INPUT Start Marker

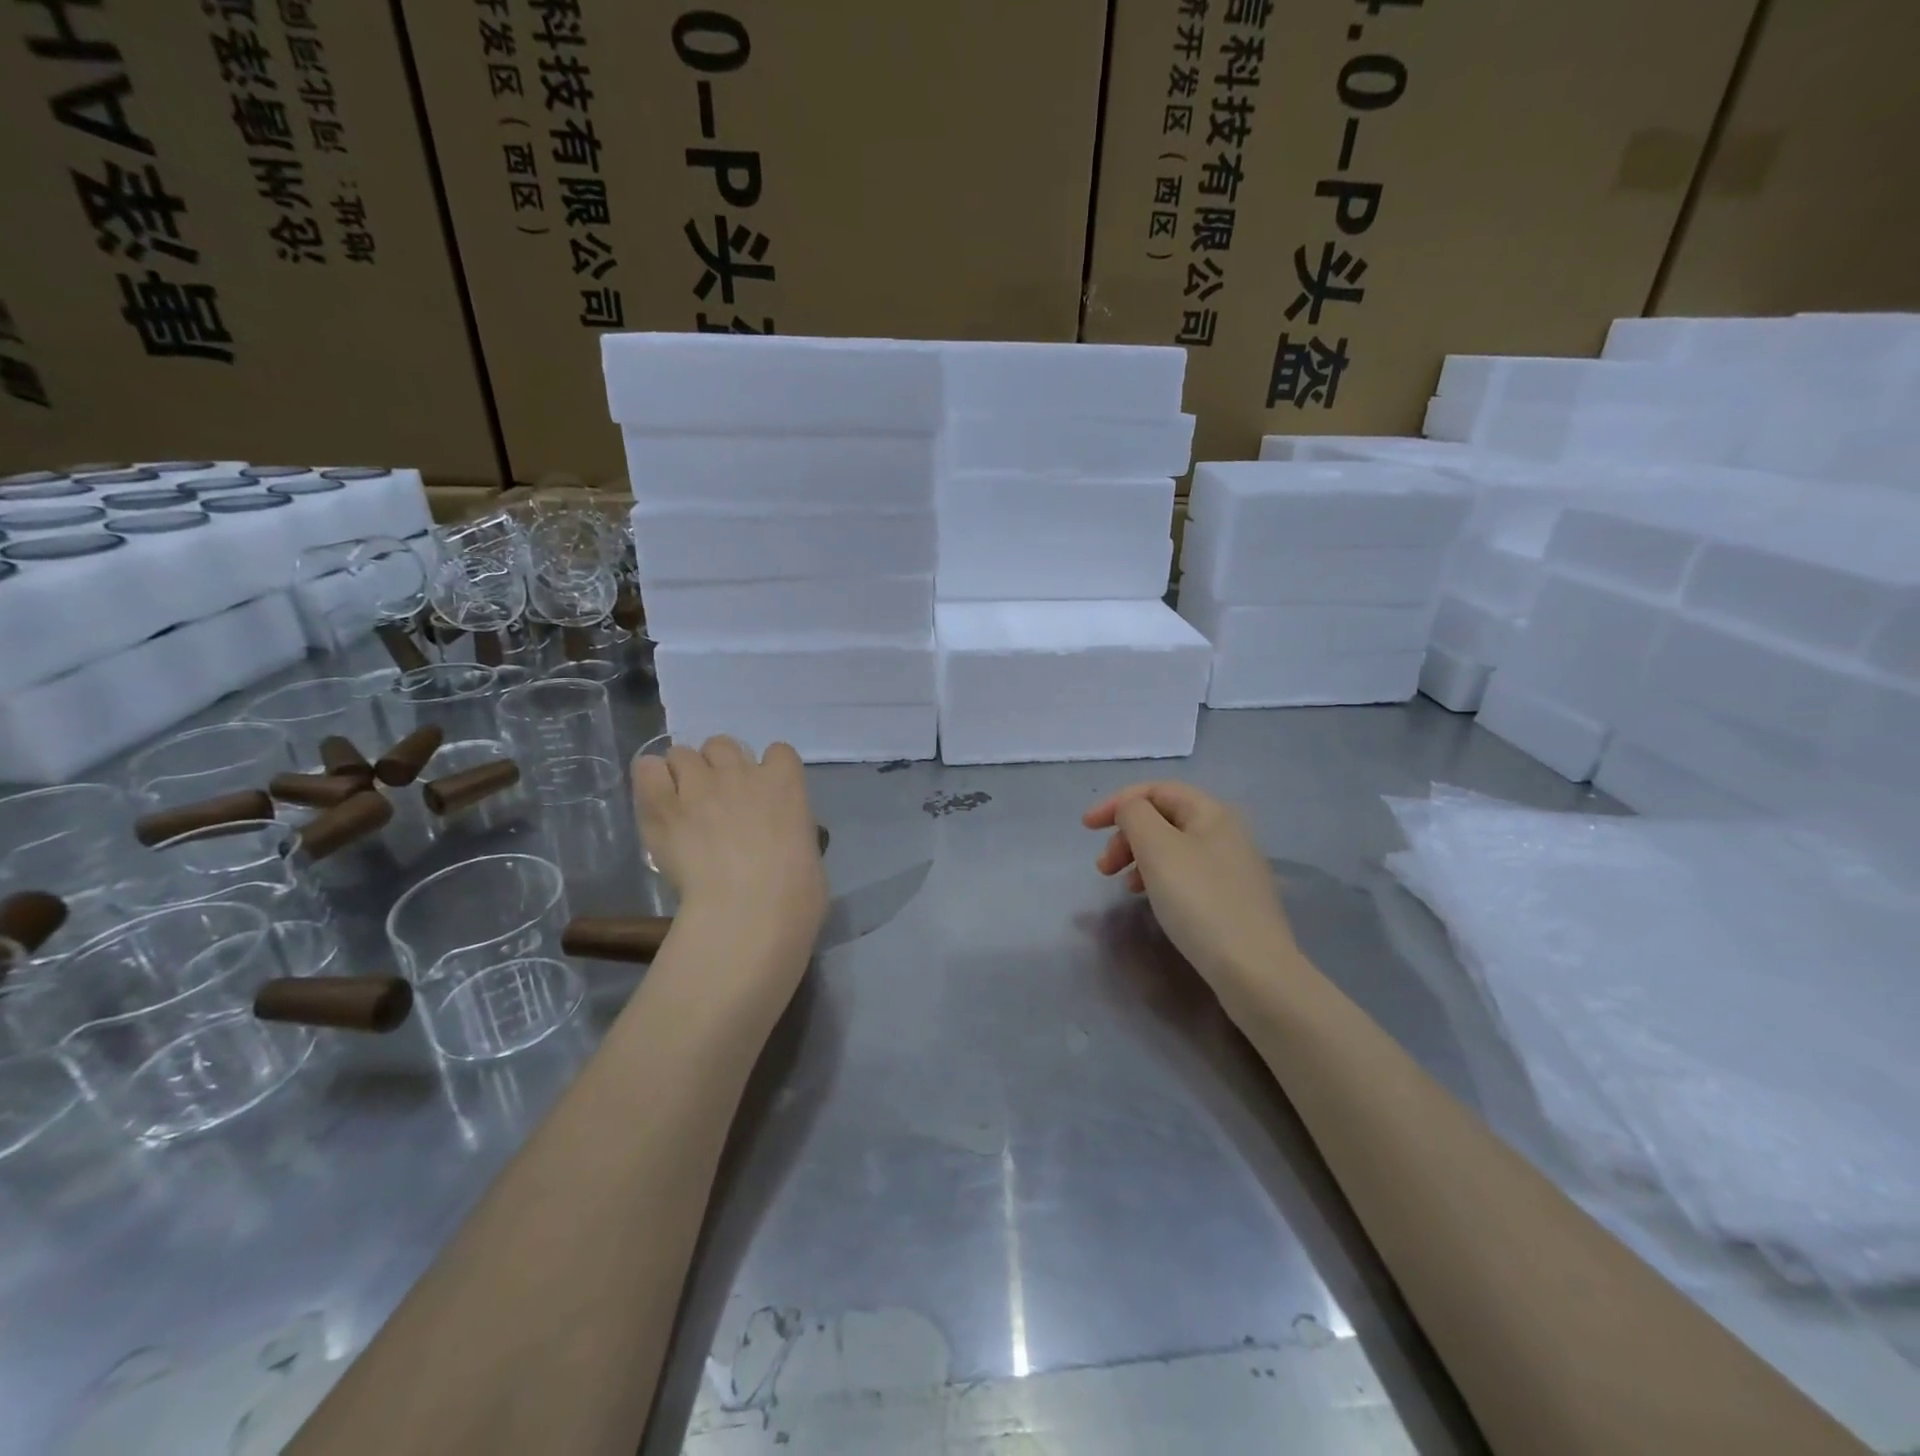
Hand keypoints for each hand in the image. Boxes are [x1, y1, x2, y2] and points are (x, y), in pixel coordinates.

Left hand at [633, 736, 827, 978]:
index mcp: (785, 782)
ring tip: (681, 804)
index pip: (778, 752)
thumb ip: (789, 831)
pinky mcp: (664, 804)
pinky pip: (647, 769)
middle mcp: (741, 772)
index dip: (767, 769)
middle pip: (723, 744)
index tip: (762, 793)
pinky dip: (651, 780)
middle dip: (718, 766)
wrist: (750, 908)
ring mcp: (700, 784)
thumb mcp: (808, 851)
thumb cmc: (795, 891)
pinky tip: (656, 803)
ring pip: (682, 753)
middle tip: (716, 800)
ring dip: (683, 773)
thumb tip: (778, 839)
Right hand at [1083, 782, 1302, 1006]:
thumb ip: (1135, 816)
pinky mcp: (1234, 899)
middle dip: (1127, 835)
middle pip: (1164, 818)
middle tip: (1103, 867)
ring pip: (1173, 848)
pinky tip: (1152, 901)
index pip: (1156, 790)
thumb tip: (1130, 811)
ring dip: (1139, 859)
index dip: (1117, 803)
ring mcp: (1234, 868)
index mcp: (1212, 812)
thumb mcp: (1157, 848)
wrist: (1255, 970)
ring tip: (1123, 887)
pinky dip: (1159, 879)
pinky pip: (1187, 874)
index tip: (1086, 828)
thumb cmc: (1200, 901)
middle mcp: (1228, 832)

INPUT End Marker

> WHAT THE EXERCISE ASKS:
Copy the lines above exactly. Start with the line containing "middle tip: (716, 800)", end with the line containing "ring pip: (1173, 848)", and include both.

> WRITTEN ANSWER:
middle tip: (716, 800)
ring dip: (683, 773)
thumb tip: (778, 839)
Right hand at [1083, 782, 1302, 1006]:
thumb ip: (1135, 816)
pinky mcp: (1234, 899)
middle dip: (1127, 835)
middle pip: (1164, 818)
middle tip: (1103, 867)
ring pip: (1173, 848)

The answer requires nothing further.